Anchor Space Optimal Transport: Accelerating Batch Processing of Multiple OT Problems

• URL: http://arxiv.org/abs/2310.16123v1
• Date: Tue, 24 Oct 2023 18:55:12 GMT
• Title: Anchor Space Optimal Transport: Accelerating Batch Processing of Multiple OT Problems
• Authors: Jianming Huang, Xun Su, Zhongxi Fang, Hiroyuki Kasai
• Abstract summary: We propose a translated OT problem designated as the anchor space optimal transport (ASOT) problem. For the proposed ASOT problem, the distributions will be mapped into a shared anchor point space, which learns the potential common characteristics. Based on the proposed ASOT, the Wasserstein distance error to the original OT problem is proven to be bounded by ground cost errors.

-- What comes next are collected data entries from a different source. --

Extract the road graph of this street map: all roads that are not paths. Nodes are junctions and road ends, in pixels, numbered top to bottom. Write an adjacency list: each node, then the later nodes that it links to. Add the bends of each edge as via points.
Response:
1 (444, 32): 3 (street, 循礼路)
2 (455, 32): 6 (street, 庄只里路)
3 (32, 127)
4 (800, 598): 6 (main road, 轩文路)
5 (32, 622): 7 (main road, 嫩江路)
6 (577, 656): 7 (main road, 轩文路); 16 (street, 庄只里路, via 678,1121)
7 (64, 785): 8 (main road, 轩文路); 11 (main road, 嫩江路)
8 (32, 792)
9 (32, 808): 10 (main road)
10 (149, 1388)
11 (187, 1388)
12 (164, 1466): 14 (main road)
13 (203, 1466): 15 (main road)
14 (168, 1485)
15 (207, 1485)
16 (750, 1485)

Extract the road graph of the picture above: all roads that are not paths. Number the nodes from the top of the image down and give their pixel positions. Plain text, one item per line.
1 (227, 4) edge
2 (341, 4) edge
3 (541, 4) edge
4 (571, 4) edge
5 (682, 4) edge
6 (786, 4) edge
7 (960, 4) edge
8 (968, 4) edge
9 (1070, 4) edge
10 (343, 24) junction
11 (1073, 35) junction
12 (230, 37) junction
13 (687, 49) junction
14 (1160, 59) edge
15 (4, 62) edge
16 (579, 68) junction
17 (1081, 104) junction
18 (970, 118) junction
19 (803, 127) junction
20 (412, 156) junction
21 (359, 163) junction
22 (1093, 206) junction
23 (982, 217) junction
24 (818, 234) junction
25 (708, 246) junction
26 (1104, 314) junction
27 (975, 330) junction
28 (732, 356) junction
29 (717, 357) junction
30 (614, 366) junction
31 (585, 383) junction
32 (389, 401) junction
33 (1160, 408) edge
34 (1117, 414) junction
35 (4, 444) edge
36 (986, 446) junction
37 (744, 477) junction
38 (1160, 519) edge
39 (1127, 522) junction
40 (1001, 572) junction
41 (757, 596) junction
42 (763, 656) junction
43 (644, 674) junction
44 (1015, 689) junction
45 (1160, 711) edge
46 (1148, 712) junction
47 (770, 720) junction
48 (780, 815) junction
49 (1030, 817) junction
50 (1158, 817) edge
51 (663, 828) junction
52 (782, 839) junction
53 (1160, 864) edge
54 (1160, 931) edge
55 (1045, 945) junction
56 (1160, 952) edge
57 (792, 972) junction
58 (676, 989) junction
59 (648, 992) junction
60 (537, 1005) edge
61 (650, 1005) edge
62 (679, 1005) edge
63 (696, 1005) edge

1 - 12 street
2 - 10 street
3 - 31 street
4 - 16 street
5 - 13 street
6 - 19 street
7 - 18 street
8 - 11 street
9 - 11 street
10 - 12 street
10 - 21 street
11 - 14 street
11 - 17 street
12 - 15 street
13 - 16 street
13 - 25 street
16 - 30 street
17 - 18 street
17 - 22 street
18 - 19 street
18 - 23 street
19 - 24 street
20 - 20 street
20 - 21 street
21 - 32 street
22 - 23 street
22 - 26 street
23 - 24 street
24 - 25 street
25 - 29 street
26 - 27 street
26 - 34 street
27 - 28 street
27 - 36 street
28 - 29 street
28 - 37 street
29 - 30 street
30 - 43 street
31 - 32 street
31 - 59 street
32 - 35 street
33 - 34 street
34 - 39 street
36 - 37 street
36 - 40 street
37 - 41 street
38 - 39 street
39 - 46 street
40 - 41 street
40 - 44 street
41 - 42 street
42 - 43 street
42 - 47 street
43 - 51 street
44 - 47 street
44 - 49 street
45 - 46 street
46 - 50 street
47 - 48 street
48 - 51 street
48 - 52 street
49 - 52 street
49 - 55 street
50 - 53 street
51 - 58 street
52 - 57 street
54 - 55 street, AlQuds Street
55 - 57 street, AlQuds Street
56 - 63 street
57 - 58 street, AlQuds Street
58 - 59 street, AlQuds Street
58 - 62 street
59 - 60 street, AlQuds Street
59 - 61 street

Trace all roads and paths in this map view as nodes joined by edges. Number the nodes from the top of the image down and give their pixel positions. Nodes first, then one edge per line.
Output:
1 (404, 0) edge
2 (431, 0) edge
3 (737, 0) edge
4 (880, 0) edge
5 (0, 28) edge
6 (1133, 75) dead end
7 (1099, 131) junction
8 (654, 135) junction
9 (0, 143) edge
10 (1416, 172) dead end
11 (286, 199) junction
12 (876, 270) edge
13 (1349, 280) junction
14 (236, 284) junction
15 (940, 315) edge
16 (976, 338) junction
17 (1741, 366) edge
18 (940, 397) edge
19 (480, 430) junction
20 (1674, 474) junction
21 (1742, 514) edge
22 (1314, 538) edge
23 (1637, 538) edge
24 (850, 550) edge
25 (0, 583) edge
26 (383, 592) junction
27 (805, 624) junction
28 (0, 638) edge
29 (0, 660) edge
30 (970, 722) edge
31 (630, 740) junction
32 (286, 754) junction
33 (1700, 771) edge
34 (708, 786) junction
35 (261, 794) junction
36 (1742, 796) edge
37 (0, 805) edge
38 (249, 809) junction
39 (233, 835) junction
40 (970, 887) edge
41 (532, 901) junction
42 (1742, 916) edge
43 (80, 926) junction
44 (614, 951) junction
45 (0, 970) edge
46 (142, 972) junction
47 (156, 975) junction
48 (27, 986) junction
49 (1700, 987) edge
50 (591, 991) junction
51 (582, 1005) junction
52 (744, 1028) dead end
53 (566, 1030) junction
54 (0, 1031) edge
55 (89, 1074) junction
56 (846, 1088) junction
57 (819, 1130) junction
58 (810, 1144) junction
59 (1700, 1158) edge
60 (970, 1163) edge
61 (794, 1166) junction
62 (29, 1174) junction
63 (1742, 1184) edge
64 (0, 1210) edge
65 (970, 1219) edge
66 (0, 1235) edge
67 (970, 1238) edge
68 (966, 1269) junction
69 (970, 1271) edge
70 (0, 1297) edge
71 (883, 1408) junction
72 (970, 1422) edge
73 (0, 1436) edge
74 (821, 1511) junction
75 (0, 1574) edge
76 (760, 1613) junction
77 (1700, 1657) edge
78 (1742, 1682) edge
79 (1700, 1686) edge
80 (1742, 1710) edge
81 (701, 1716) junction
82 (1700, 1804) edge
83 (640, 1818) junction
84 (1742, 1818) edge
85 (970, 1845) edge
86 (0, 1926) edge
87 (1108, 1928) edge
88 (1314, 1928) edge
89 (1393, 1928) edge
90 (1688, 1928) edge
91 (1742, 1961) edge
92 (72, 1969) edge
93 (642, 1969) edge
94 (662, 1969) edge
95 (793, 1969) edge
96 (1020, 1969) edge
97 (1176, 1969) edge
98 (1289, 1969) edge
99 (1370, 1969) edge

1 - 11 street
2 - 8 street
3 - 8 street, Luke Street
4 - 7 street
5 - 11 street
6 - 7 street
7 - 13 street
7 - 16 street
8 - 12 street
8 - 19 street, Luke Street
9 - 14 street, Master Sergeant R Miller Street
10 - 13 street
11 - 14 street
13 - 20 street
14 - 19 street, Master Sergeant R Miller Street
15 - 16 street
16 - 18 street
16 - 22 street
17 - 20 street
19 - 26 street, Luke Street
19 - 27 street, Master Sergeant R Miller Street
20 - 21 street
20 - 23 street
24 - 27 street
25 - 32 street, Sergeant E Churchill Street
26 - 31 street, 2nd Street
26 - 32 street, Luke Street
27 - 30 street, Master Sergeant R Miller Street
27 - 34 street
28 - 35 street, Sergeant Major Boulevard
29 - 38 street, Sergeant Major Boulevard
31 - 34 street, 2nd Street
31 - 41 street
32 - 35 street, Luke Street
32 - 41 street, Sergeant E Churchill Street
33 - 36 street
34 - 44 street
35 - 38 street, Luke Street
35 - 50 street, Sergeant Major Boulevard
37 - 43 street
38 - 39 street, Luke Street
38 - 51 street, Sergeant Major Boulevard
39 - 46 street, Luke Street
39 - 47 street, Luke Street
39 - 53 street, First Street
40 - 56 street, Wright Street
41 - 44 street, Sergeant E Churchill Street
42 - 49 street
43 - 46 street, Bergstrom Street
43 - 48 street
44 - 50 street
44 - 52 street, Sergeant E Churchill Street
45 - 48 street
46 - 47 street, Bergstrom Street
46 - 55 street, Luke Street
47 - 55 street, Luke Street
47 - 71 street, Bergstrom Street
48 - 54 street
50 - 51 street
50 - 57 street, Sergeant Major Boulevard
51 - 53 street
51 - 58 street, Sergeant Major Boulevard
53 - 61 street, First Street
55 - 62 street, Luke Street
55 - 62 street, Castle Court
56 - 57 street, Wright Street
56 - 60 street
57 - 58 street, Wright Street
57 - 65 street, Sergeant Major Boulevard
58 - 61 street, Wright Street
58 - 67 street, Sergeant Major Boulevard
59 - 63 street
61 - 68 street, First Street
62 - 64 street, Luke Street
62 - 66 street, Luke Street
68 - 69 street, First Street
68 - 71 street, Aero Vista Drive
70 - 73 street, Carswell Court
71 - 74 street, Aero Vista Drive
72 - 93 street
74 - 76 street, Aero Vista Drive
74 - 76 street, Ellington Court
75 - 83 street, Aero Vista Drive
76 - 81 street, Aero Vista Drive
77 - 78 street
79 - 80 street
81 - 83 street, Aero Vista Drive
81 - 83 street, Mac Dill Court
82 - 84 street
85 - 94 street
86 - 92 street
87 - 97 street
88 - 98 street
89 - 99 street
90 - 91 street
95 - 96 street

• Score: 13.846014191157405
• License: http://creativecommons.org/licenses/by/4.0/
• Abstract: The optimal transport (OT) theory provides an effective way to compare probability distributions on a defined metric space, but it suffers from cubic computational complexity. Although the Sinkhorn's algorithm greatly reduces the computational complexity of OT solutions, the solutions of multiple OT problems are still time-consuming and memory-comsuming in practice. However, many works on the computational acceleration of OT are usually based on the premise of a single OT problem, ignoring the potential common characteristics of the distributions in a mini-batch. Therefore, we propose a translated OT problem designated as the anchor space optimal transport (ASOT) problem, which is specially designed for batch processing of multiple OT problem solutions. For the proposed ASOT problem, the distributions will be mapped into a shared anchor point space, which learns the potential common characteristics and thus help accelerate OT batch processing. Based on the proposed ASOT, the Wasserstein distance error to the original OT problem is proven to be bounded by ground cost errors. Building upon this, we propose three methods to learn an anchor space minimizing the distance error, each of which has its application background. Numerical experiments on real-world datasets show that our proposed methods can greatly reduce computational time while maintaining reasonable approximation performance.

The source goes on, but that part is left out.